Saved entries
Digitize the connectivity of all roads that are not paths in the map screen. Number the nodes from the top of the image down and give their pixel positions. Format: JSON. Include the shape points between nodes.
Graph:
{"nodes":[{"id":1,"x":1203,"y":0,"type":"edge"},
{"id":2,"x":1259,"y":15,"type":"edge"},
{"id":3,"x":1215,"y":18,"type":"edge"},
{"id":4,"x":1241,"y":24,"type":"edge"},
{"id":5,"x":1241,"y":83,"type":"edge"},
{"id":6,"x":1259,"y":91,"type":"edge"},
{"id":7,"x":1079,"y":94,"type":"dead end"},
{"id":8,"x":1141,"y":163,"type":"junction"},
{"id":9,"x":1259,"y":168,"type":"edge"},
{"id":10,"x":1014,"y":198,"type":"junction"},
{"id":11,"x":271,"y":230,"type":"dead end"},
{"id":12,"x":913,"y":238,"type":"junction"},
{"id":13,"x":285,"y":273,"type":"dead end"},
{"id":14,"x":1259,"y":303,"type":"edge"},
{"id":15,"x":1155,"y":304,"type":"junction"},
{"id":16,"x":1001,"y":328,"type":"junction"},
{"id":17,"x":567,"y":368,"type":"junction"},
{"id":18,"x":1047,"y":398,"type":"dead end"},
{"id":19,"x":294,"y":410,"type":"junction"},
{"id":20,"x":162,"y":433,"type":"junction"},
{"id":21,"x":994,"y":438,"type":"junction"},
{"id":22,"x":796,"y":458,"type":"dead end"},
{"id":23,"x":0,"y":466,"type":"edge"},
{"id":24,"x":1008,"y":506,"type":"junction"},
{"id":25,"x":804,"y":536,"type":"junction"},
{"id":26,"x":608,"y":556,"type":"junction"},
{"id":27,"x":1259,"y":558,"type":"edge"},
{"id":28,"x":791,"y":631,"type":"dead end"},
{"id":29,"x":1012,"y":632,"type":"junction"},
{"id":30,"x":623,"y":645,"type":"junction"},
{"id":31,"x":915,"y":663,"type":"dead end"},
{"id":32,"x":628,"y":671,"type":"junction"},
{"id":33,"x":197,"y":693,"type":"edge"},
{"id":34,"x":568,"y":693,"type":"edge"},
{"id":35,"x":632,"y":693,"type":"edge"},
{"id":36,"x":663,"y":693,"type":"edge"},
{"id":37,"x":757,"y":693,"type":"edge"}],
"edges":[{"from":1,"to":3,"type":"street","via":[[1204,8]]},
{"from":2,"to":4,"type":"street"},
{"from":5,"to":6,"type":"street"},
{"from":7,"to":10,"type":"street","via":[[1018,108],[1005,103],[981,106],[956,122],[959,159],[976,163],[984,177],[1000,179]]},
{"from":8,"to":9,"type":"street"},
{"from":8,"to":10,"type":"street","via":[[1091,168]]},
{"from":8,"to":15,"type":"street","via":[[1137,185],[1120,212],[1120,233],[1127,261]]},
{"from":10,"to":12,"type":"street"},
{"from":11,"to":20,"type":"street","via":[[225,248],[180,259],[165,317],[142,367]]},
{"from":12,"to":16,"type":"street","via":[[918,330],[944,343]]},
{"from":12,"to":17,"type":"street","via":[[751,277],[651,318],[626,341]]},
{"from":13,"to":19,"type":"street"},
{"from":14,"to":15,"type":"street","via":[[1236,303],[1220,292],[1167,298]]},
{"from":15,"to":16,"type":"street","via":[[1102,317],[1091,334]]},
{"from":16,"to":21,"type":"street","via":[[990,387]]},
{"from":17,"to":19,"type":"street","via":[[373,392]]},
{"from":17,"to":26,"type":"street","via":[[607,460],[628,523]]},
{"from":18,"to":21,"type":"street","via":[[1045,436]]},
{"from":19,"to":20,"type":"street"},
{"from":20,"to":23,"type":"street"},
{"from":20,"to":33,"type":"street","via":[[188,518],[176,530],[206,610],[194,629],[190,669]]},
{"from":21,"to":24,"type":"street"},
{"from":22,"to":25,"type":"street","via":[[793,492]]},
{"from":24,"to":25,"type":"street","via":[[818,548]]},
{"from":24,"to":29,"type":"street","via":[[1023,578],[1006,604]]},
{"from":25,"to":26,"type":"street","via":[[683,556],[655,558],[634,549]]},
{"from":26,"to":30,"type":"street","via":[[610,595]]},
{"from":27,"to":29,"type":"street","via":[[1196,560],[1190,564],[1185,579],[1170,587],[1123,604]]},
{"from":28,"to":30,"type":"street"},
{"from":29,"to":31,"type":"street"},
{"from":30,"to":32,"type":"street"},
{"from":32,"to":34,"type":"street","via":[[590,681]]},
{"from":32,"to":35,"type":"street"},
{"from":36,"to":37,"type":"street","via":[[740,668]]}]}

▶ _TASK GOAL_
Exact copies of all the records are to be printed.

▶ _REPLY_
Digitize the connectivity of all roads that are not paths in the map screen. Number the nodes from the top of the image down and give their pixel positions. Format: JSON. Include the shape points between nodes.
Graph:
{"nodes":[{"id":1,"x":1203,"y":0,"type":"edge"},
{"id":2,"x":1259,"y":15,"type":"edge"},
{"id":3,"x":1215,"y":18,"type":"edge"},
{"id":4,"x":1241,"y":24,"type":"edge"},
{"id":5,"x":1241,"y":83,"type":"edge"},
{"id":6,"x":1259,"y":91,"type":"edge"},
{"id":7,"x":1079,"y":94,"type":"dead end"},
{"id":8,"x":1141,"y":163,"type":"junction"},
{"id":9,"x":1259,"y":168,"type":"edge"},
{"id":10,"x":1014,"y":198,"type":"junction"},
{"id":11,"x":271,"y":230,"type":"dead end"},
{"id":12,"x":913,"y":238,"type":"junction"},
{"id":13,"x":285,"y":273,"type":"dead end"},
{"id":14,"x":1259,"y":303,"type":"edge"},
{"id":15,"x":1155,"y":304,"type":"junction"},
{"id":16,"x":1001,"y":328,"type":"junction"},
{"id":17,"x":567,"y":368,"type":"junction"},
{"id":18,"x":1047,"y":398,"type":"dead end"},
{"id":19,"x":294,"y":410,"type":"junction"},
{"id":20,"x":162,"y":433,"type":"junction"},
{"id":21,"x":994,"y":438,"type":"junction"},
{"id":22,"x":796,"y":458,"type":"dead end"},
{"id":23,"x":0,"y":466,"type":"edge"},
{"id":24,"x":1008,"y":506,"type":"junction"},
{"id":25,"x":804,"y":536,"type":"junction"},
{"id":26,"x":608,"y":556,"type":"junction"},
{"id":27,"x":1259,"y":558,"type":"edge"},
{"id":28,"x":791,"y":631,"type":"dead end"},
{"id":29,"x":1012,"y":632,"type":"junction"},
{"id":30,"x":623,"y":645,"type":"junction"},
{"id":31,"x":915,"y":663,"type":"dead end"},
{"id":32,"x":628,"y":671,"type":"junction"},
{"id":33,"x":197,"y":693,"type":"edge"},
{"id":34,"x":568,"y":693,"type":"edge"},
{"id":35,"x":632,"y":693,"type":"edge"},
{"id":36,"x":663,"y":693,"type":"edge"},
{"id":37,"x":757,"y":693,"type":"edge"}],
"edges":[{"from":1,"to":3,"type":"street","via":[[1204,8]]},
{"from":2,"to":4,"type":"street"},
{"from":5,"to":6,"type":"street"},
{"from":7,"to":10,"type":"street","via":[[1018,108],[1005,103],[981,106],[956,122],[959,159],[976,163],[984,177],[1000,179]]},
{"from":8,"to":9,"type":"street"},
{"from":8,"to":10,"type":"street","via":[[1091,168]]},
{"from":8,"to":15,"type":"street","via":[[1137,185],[1120,212],[1120,233],[1127,261]]},
{"from":10,"to":12,"type":"street"},
{"from":11,"to":20,"type":"street","via":[[225,248],[180,259],[165,317],[142,367]]},
{"from":12,"to":16,"type":"street","via":[[918,330],[944,343]]},
{"from":12,"to":17,"type":"street","via":[[751,277],[651,318],[626,341]]},
{"from":13,"to":19,"type":"street"},
{"from":14,"to":15,"type":"street","via":[[1236,303],[1220,292],[1167,298]]},
{"from":15,"to":16,"type":"street","via":[[1102,317],[1091,334]]},
{"from":16,"to":21,"type":"street","via":[[990,387]]},
{"from":17,"to":19,"type":"street","via":[[373,392]]},
{"from":17,"to":26,"type":"street","via":[[607,460],[628,523]]},
{"from":18,"to":21,"type":"street","via":[[1045,436]]},
{"from":19,"to":20,"type":"street"},
{"from":20,"to":23,"type":"street"},
{"from":20,"to":33,"type":"street","via":[[188,518],[176,530],[206,610],[194,629],[190,669]]},
{"from":21,"to":24,"type":"street"},
{"from":22,"to":25,"type":"street","via":[[793,492]]},
{"from":24,"to":25,"type":"street","via":[[818,548]]},
{"from":24,"to":29,"type":"street","via":[[1023,578],[1006,604]]},
{"from":25,"to":26,"type":"street","via":[[683,556],[655,558],[634,549]]},
{"from":26,"to":30,"type":"street","via":[[610,595]]},
{"from":27,"to":29,"type":"street","via":[[1196,560],[1190,564],[1185,579],[1170,587],[1123,604]]},
{"from":28,"to":30,"type":"street"},
{"from":29,"to":31,"type":"street"},
{"from":30,"to":32,"type":"street"},
{"from":32,"to":34,"type":"street","via":[[590,681]]},
{"from":32,"to":35,"type":"street"},
{"from":36,"to":37,"type":"street","via":[[740,668]]}]}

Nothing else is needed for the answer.